Mais surtout, la construction du fait régional depuis 1986 a pesé d'un poids important sur le développement des comités de massif. Soucieuses de s'intéresser prioritairement à l'ensemble de leur territoire, les régions ne se sont pas embarrassées de ces institutions parallèles qui ne couvrent pas le même territoire et dont la vocation est même clairement interrégionale. Ainsi, par exemple, on a l'habitude d'identifier le massif des Alpes du nord à la région Rhône-Alpes. C'est oublier que celle-ci s'étend aux franges du Jura ou du Massif central.

Ces difficultés sont apparues notamment dans la préparation des contrats de plan Etat-région. Malgré la préservation d'un « volet montagne », la collaboration a été réduite au minimum et les comités de massif n'ont pas été impliqués, au-delà d'une simple information, dans la discussion des contrats. Se trouve posée ainsi, de manière claire, la question de la place des comités de massif dans la décentralisation. On voit mal, dans la situation actuelle, de solution à cette question sans modifications structurelles importantes telles, par exemple, que l'érection des massifs en établissements publics personnalisés, ce qui lèverait l'ambiguïté du rôle de l'administration préfectorale. Ceci permettrait en outre aux élus locaux de disposer, comme ils le souhaitent, d'une instance réellement décentralisée.

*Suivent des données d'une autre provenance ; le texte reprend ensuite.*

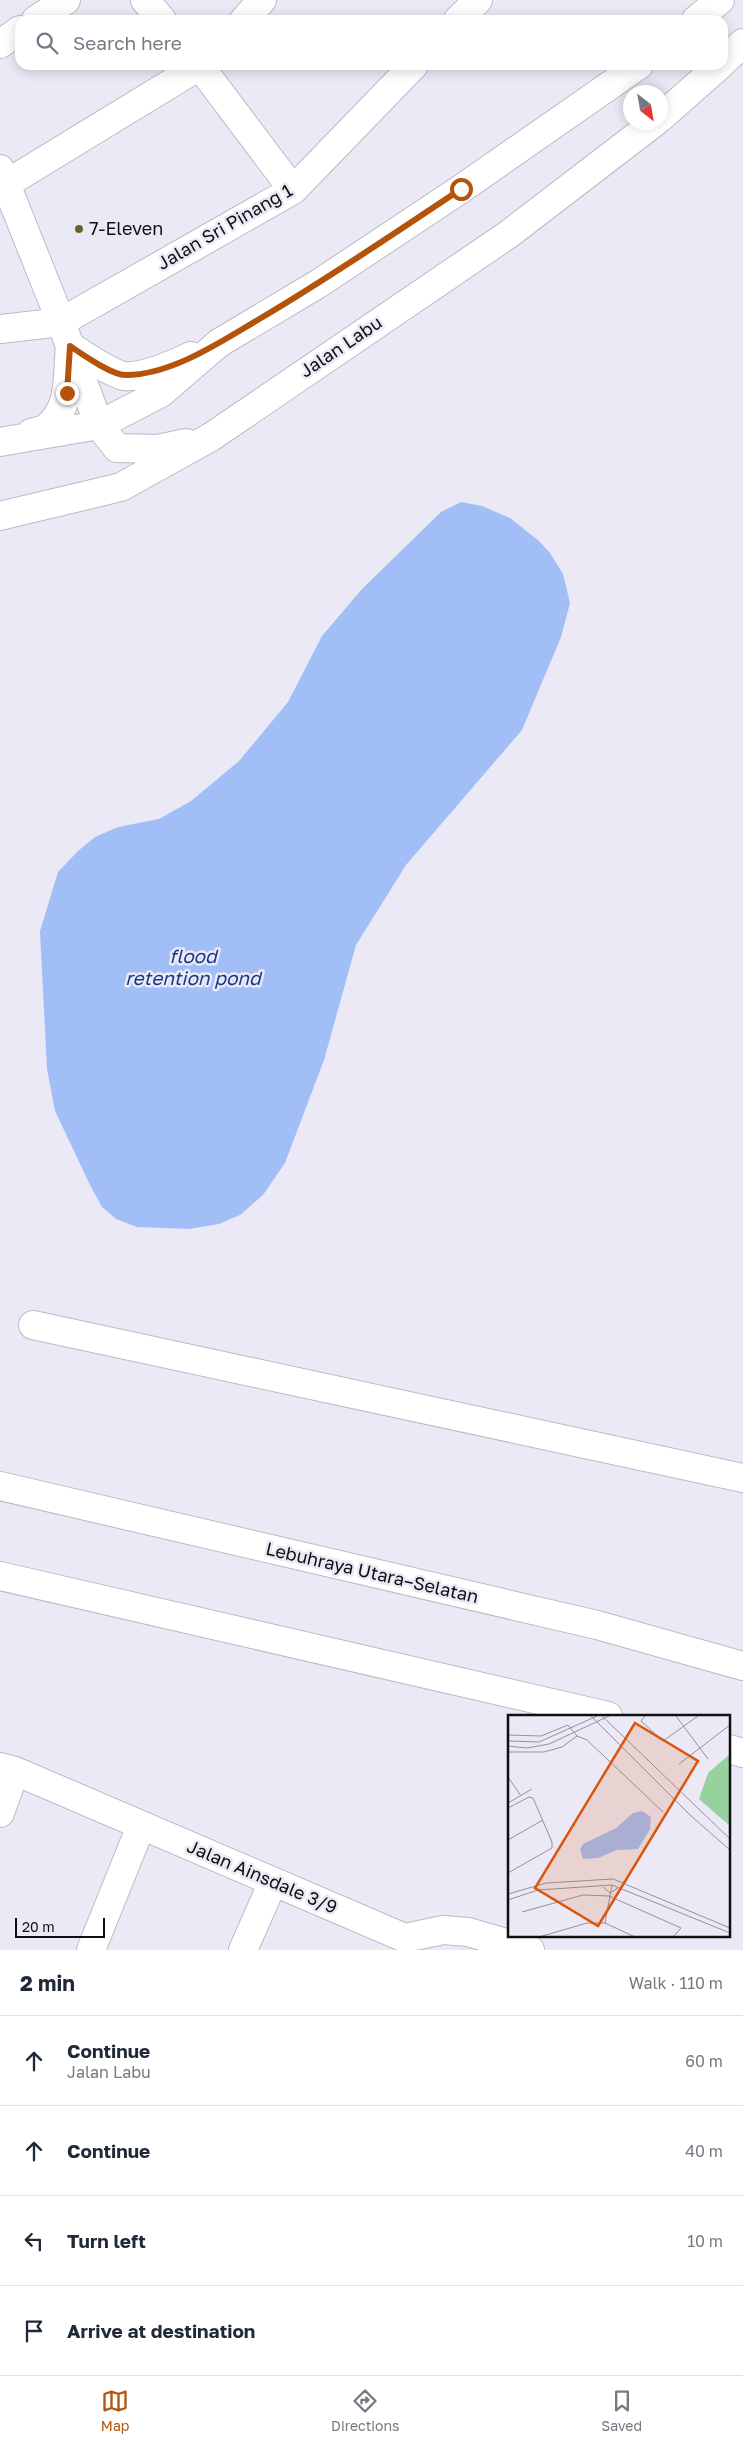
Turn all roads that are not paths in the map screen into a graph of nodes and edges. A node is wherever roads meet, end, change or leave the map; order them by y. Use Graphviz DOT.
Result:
graph roads {
  1 [pos="66,0"];
  2 [pos="145,0"];
  3 [pos="262,0"];
  4 [pos="478,0"];
  5 [pos="720,0"];
  6 [pos="44,15"];
  7 [pos="158,15"];
  8 [pos="248,15"];
  9 [pos="463,15"];
  10 [pos="702,15"];
  11 [pos="15,34"];
  12 [pos="743,43"];
  13 [pos="0,44"];
  14 [pos="728,57"];
  15 [pos="191,70"];
  16 [pos="204,70"];
  17 [pos="409,70"];
  18 [pos="632,70"];
  19 [pos="714,70"];
  20 [pos="668,111"];
  21 [pos="645,130"];
  22 [pos="2,179"];
  23 [pos="293,190"];
  24 [pos="0,329"];
  25 [pos="65,334"];
  26 [pos="219,343"];
  27 [pos="99,425"];
  28 [pos="212,437"];
  29 [pos="0,441"];
  30 [pos="0,516"];
  31 [pos="33,1325"];
  32 [pos="743,1478"];
  33 [pos="0,1486"];
  34 [pos="0,1576"];
  35 [pos="743,1666"];
  36 [pos="604,1715"];
  37 [pos="730,1749"];
  38 [pos="743,1753"];
  39 [pos="8,1769"];
  40 [pos="0,1813"];
  41 [pos="141,1826"];
  42 [pos="273,1882"];
  43 [pos="402,1944"];
  44 [pos="91,1950"];
  45 [pos="243,1950"];
  46 [pos="530,1950"];
  1 -- 6 [label="main road"];
  2 -- 7 [label="main road"];
  3 -- 8 [label="main road"];
  4 -- 9 [label="main road"];
  5 -- 10 [label="main road"];
  11 -- 13 [label="main road"];
  12 -- 14 [label="main road"];
  15 -- 22 [label="main road"];
  16 -- 23 [label="main road"];
  17 -- 23 [label="main road, Jalan Sri Pinang 1"];
  18 -- 26 [label="main road"];
  19 -- 20 [label="main road"];
  21 -- 28 [label="main road, Jalan Labu"];
  22 -- 25 [label="main road"];
  23 -- 25 [label="main road, Jalan Sri Pinang 1"];
  24 -- 25 [label="main road, Jalan Sri Pinang 1"];
  25 -- 26 [label="main road"];
  25 -- 27 [label="main road"];
  25 -- 29 [label="main road"];
  26 -- 27 [label="main road"];
  27 -- 28 [label="main road"];
  27 -- 29 [label="main road"];
  28 -- 30 [label="main road, Jalan Labu"];
  31 -- 32 [label="main road"];
  33 -- 35 [label="main road, Lebuhraya Utara–Selatan"];
  34 -- 36 [label="main road"];
  37 -- 38 [label="main road"];
  39 -- 40 [label="main road"];
  39 -- 41 [label="main road, Jalan Ainsdale 3/9"];
  41 -- 42 [label="main road, Jalan Ainsdale 3/9"];
  41 -- 44 [label="main road"];
  42 -- 43 [label="main road, Jalan Ainsdale 3/9"];
  42 -- 45 [label="main road"];
  43 -- 46 [label="main road, Jalan Ainsdale 3/9"];
}
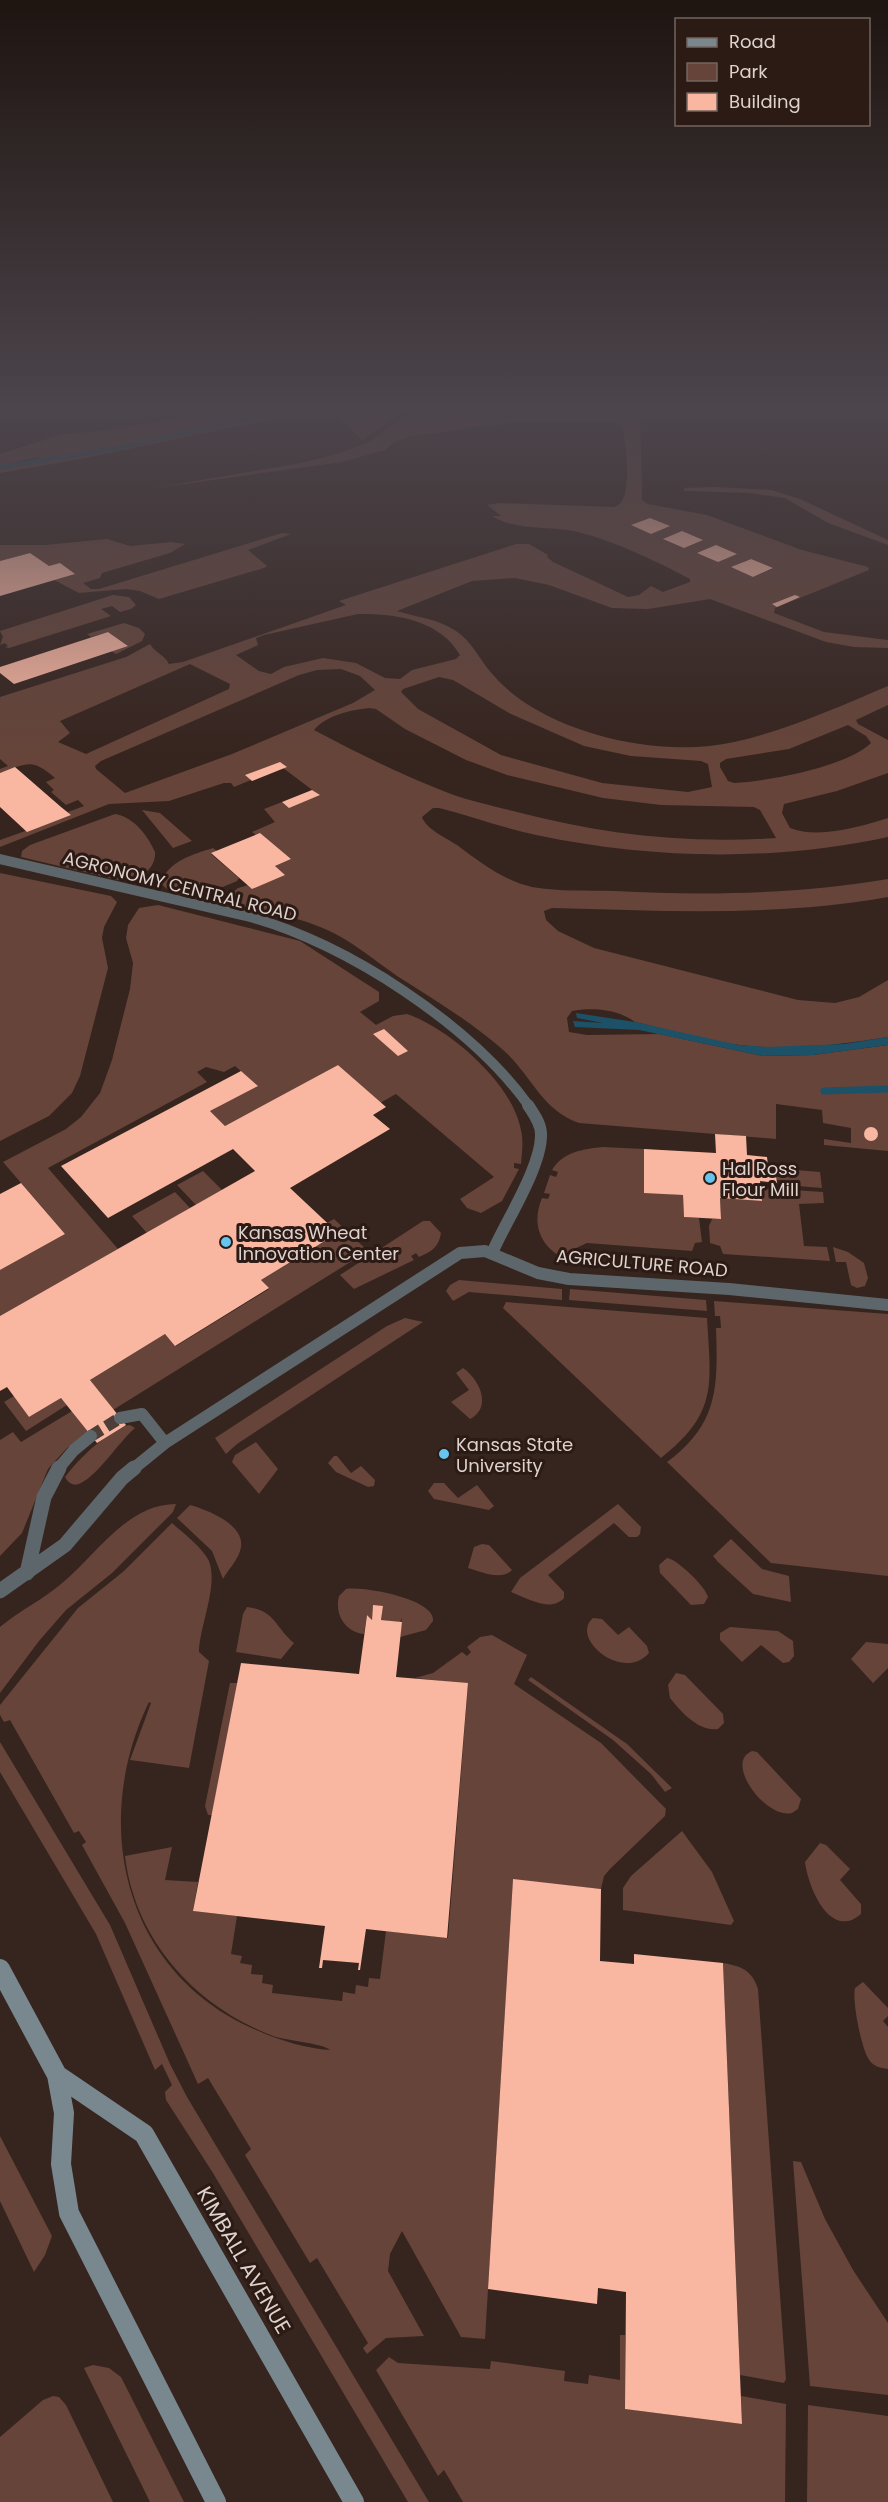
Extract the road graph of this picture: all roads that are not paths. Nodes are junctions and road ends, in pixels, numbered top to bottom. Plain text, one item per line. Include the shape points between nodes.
1 (0, 859) edge
2 (493, 1251) junction
3 (888, 1305) edge
4 (120, 1418) tunnel mouth
5 (92, 1436) tunnel mouth
6 (165, 1443) junction
7 (27, 1573) junction
8 (0, 1591) edge
9 (0, 1969) edge
10 (57, 2075) junction
11 (216, 2502) edge
12 (354, 2502) edge

1 - 2 street, AGRONOMY CENTRAL ROAD via 250,916 313,937 476,1046 515,1084 542,1134
2 - 3 street, AGRICULTURE ROAD via 528,1270 553,1276
2 - 6 street via 460,1253
4 - 6 street via 142,1414
5 - 7 street via 62,1461 44,1492
6 - 7 street via 122,1478 65,1545
7 - 8 street
9 - 10 main road, KIMBALL AVENUE
10 - 11 main road, KIMBALL AVENUE via 64,2113 61,2164 69,2213
10 - 12 main road, KIMBALL AVENUE via 83,2097 113,2111 144,2134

C'est dans ce contexte que s'inscrivent les modifications apportées par la loi du 4 février 1994 instituant les commissions permanentes. Elles sont incontestablement positives. La mise en place de ces commissions permanentes a permis de faciliter le travail, de prendre l'initiative et de proposer des ordres du jour plus élaborés et plus satisfaisants. Mais elles ne règlent pas la question de la légitimité de l'institution. Ceci dit, le comité représente le massif et la question essentielle est plutôt celle de la place du massif dans les structures territoriales nationales. C'est cette question qui doit recevoir une réponse et dès lors, celle de la légitimité de l'organe qui le représente sera réglée en même temps.

Ceci dit, les commissions permanentes, présidées par un élu local, ont donné un regain d'intérêt et une identité continue aux comités de massif qui ne disposaient pas, par exemple, de secrétariat permanent. Les services du Secrétariat général aux affaires régionales (SGAR), qui faisaient leur travail, n'étaient pas là pour faire fonctionner et animer une instance qui ne relevait pas de leur responsabilité. La mise en place de ces commissions permanentes est donc particulièrement positive.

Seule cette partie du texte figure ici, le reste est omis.